Cambridge University researchers have published results of successful attempts to obtain personal identification number (PIN) and credit card details from chip and PIN terminals.
The Ingenico i3300 and Verifone's Dione Xtreme PIN entry devices (PEDs) used by the university's Computer Laboratory researchers use tamper-proof mechanisms to prevent hackers accessing the sensitive card and PIN data they read and transmit in authorising card payments.
But the paper published today, entitled Thinking inside the box: system-level failures of tamper proofing, said: "What should have required $25,000 needed just a bent paperclip, a needle, a short length of wire and some creative thinking; attaching them to the data line takes minutes with some practice."
By exploiting the user-access point built into the Ingenico device for changing SIM cards, researchers Saar Drimer and Steven Murdoch, overseen by Professor Ross Anderson, were able to tap the unencrypted data line of the interface between the PED and smartcard chip. And, although both have a tamper-proof switch, this was bypassed on the Dione Xtreme by drilling a small hole into a flat ribbon connector socket at the back of the device instead.
A paper clip was linked to the data line to act as conductor connected to a logic board with a field programmable gate array (FPGA) to translate and transmit the data to a laptop.
Visa has certified both devices as secure, under criteria including that it should take 10 hours to insert any bugs to steal PINs or cost over $25,000 (12,582). But the researchers said it proves the design and certification processes of such PEDs and other secure data entry devices like voting machines and electronic medical record systems are flawed.
Ingenico issued a statement on the research, refusing to attribute a spokesperson's name to it. "The method identified by the Cambridge University paper requires specialist knowledge and has inherent technical difficulties. This method is therefore not reproducible on a large scale, nor does it take into account the fraud monitoring used throughout the industry," said the vendor.
This was backed by Apacs, whose director of communications Sandra Quinn told IT PRO that, although the research proved the hack was technically feasible, it was not news to the UK payments association, nor did it represent any step in breaching the integrity of chip and PIN. "It is the magnetic stripe data that was being recorded and used to make fake cards along with PIN capture, generally through pinhole cameras," she said.
Cameron Olsen, vice president of business development for smart card software vendor, Smart Technology Solutions (STS) said the flaw lay not with the PEDs but the data standards used to store data on the magnetic strip on the cards themselves.
He said the big flaw with cards at the moment is the fact that they use legacy magnetic stripes. "This technology is exceptionally insecure and there needs to be a strong push to do away with this technology. The fraud cases highlighted by the research are more than likely to be magnetic-stripe fraud and the one chip fraud mentioned is almost 100 per cent likely to have been fraud on the magnetic-stripe where the chip was damaged (forcing it back to the magnetic-stripe) or the card has been used by someone unauthorised.
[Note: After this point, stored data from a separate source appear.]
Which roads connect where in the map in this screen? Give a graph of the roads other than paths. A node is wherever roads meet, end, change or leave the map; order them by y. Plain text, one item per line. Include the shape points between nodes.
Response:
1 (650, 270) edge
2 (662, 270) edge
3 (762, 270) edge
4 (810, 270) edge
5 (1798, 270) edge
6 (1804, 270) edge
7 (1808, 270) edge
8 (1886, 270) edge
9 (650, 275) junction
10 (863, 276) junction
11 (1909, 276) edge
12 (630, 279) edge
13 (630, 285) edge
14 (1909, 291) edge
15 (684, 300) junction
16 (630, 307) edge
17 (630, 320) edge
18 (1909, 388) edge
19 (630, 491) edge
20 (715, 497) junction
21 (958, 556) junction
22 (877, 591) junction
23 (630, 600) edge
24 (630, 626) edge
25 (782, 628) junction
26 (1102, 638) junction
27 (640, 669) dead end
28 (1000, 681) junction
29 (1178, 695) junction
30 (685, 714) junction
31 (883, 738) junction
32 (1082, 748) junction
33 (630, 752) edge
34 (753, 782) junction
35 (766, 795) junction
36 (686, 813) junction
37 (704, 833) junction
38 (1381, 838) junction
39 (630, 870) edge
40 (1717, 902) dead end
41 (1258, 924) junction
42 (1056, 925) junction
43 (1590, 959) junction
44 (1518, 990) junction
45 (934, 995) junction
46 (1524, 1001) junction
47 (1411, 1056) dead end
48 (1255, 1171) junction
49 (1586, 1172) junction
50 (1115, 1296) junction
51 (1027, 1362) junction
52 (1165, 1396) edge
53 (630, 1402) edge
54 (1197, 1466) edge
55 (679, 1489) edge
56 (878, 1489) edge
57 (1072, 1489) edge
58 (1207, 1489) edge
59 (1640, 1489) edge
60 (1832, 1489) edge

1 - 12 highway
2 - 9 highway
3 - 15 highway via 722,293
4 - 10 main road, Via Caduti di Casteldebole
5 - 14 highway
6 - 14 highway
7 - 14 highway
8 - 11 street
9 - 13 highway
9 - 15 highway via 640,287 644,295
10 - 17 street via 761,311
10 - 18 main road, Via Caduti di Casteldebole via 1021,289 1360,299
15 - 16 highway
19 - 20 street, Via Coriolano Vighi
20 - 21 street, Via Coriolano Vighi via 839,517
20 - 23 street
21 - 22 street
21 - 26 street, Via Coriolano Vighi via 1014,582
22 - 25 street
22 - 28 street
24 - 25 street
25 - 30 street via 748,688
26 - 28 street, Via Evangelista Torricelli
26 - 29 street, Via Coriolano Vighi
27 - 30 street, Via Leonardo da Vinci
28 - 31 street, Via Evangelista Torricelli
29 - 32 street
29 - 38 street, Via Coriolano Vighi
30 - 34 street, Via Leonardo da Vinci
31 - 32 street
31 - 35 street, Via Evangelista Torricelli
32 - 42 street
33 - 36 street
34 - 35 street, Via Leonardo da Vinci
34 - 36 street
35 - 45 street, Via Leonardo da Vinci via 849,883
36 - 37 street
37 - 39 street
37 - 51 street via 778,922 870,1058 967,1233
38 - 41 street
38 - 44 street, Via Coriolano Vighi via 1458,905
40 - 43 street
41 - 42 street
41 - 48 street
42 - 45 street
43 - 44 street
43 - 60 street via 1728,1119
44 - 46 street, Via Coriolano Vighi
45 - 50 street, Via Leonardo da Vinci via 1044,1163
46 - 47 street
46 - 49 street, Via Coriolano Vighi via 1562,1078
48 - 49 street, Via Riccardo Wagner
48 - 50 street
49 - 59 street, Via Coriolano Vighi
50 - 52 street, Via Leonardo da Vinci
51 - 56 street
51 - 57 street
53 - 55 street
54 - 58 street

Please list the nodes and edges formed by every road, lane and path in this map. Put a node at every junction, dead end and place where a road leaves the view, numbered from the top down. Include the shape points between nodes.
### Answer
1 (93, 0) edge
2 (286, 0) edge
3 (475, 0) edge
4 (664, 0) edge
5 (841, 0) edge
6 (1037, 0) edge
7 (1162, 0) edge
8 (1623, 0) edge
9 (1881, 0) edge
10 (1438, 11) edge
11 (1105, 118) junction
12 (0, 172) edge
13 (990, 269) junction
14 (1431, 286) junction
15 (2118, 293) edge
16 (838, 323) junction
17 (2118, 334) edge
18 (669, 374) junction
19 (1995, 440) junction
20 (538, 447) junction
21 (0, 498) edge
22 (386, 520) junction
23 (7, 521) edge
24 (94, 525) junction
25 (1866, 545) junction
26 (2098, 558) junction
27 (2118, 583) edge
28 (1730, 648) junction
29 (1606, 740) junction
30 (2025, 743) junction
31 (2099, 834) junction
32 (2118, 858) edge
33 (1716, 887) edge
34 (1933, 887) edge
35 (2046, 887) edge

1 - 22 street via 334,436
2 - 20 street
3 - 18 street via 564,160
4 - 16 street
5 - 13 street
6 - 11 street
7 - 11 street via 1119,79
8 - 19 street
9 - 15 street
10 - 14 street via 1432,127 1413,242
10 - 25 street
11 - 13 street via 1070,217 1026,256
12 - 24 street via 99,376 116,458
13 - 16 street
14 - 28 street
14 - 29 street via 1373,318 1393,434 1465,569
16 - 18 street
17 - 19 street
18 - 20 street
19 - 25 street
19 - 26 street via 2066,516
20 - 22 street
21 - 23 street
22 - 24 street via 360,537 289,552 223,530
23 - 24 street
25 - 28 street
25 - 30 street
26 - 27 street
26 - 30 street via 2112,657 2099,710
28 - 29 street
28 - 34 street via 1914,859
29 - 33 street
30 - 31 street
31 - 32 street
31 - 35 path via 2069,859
"That there is no evidence that says that chip technology has been cracked," added Olson. "Yes, the UK does use Static Data Authentication (SDA) cards however there will be a move towards Dynamic Data Authentication (DDA) at some point, which will provide more security. The UK banks are now paying some of the price for going with SDA rather than DDA cards when they were rolling out chip and PIN."
Both Olsen and Quinn also said all UK issued cards issued after 1 January 2008 include an updated integrated circuit card verification value (iCVV), which means that if one of these cards were compromised and a fake magnetic stripe card was created via a compromise of this type would be ineffective in cash machines and even non-chip and PIN using retailers.
Verifone had not responded to request for comments at the time of writing.